My sister fell in love with this lotion..so I read the ingredients and it has lemon, lime, bergamot, and ginger oil. I got 1 ounce of each as a barter deal, but it smells awful. The ginger almost smells rancid to me? Is anyone farmiliar with this scent and is there a good knockoff for it? I never get to the mall the go to Origins, so I'm no help :rofl. Appreciate it if you know how I can dupe this. Thanks


----------



## hsmomof4 (Oct 31, 2008)

How old were the oils you got?

OTOH, there are other options.
http://www.naturesgardencandles.com/candlemaking-soap-supplies/item/df-00011
http://www.sweetcakes.com/product_info.php?cPath=5&products_id=425
...for starters.


----------



## Jenny M (Nov 21, 2009)

I've used the Nature's Garden Ginger & I liked it a lot. I mixed it with vanilla & it sold just so-so, although some people went nuts over it. I'm going to use by itself next time. I think it will be better left alone. 

My sis gave me a little roll on tube of the real Origins Ginger Essence the other day & they smell very similar. 

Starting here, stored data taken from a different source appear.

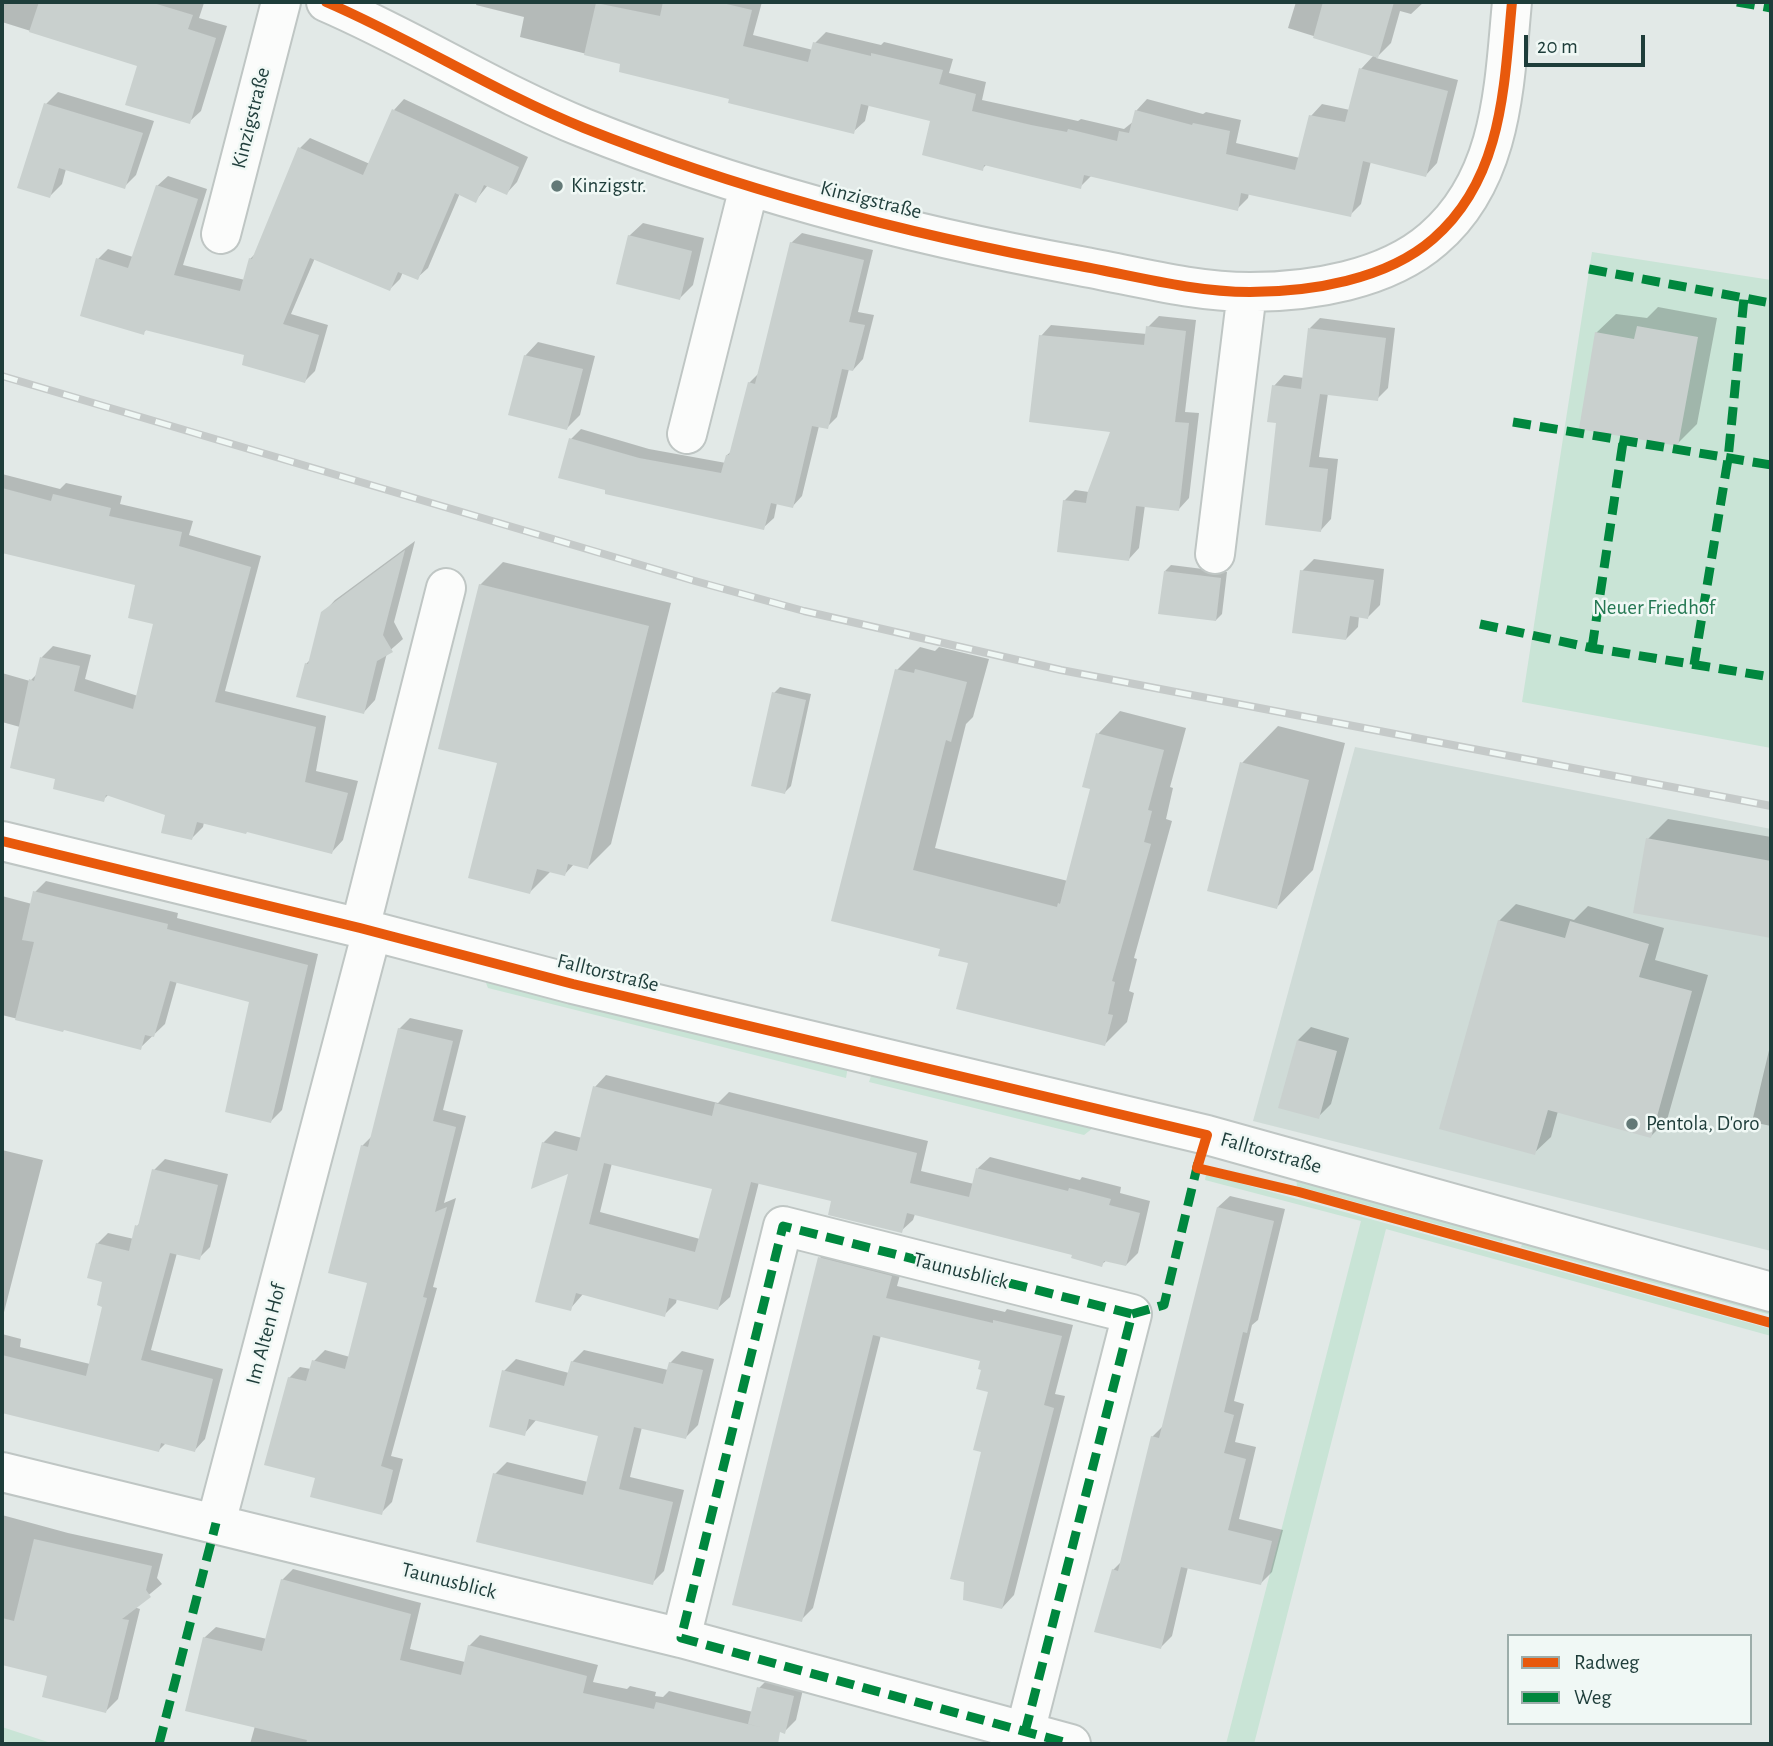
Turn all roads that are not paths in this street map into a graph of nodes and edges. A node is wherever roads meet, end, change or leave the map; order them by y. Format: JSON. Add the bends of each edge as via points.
{"nodes":[{"id":1,"x":281,"y":2,"type":"edge"},
{"id":2,"x":327,"y":2,"type":"edge"},
{"id":3,"x":1512,"y":2,"type":"edge"},
{"id":4,"x":749,"y":187,"type":"junction"},
{"id":5,"x":221,"y":234,"type":"dead end"},
{"id":6,"x":1247,"y":292,"type":"junction"},
{"id":7,"x":687,"y":435,"type":"dead end"},
{"id":8,"x":1215,"y":554,"type":"dead end"},
{"id":9,"x":446,"y":587,"type":"dead end"},
{"id":10,"x":2,"y":841,"type":"edge"},
{"id":11,"x":366,"y":930,"type":"junction"},
{"id":12,"x":1771,"y":1292,"type":"edge"},
{"id":13,"x":2,"y":1472,"type":"edge"},
{"id":14,"x":216,"y":1523,"type":"junction"},
{"id":15,"x":681,"y":1638,"type":"junction"},
{"id":16,"x":1025,"y":1732,"type":"junction"},
{"id":17,"x":1071,"y":1744,"type":"edge"}],
"edges":[{"from":1,"to":5,"type":"street","name":"Kinzigstraße"},
{"from":2,"to":4,"type":"street","name":"Kinzigstraße","via":[[533,106]]},
{"from":3,"to":6,"type":"street","name":"Kinzigstraße","via":[[1501,112],[1492,149],[1456,216],[1432,241],[1398,262],[1336,283]]},
{"from":4,"to":6,"type":"street","name":"Kinzigstraße","via":[[1013,254]]},
{"from":4,"to":7,"type":"street"},
{"from":6,"to":8,"type":"street"},
{"from":9,"to":11,"type":"street"},
{"from":10,"to":11,"type":"street","name":"Falltorstraße"},
{"from":11,"to":12,"type":"street","name":"Falltorstraße","via":[[1207,1135]]},
{"from":11,"to":14,"type":"street","name":"Im Alten Hof"},
{"from":13,"to":14,"type":"street"},
{"from":14,"to":15,"type":"street","name":"Taunusblick"},
{"from":15,"to":16,"type":"street","name":"Taunusblick"},
{"from":15,"to":16,"type":"street","name":"Taunusblick","via":[[783,1227],[1132,1314]]},
{"from":16,"to":17,"type":"street","name":"Taunusblick"}]}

I'm trying to find a pure ginger EO that does not smell like bug spray. EOU has a sweet ginger that is supposed to be the best. I guess so, it's $99 a lb! Anybody know of any?


----------



## Jenny M (Nov 21, 2009)

Linda,

I just found a small amount of that Ginger from Nature's Garden out in my soap room. I'll send you a sniffy if you want. I think I really like it & will order more for soap, cream & candles.


----------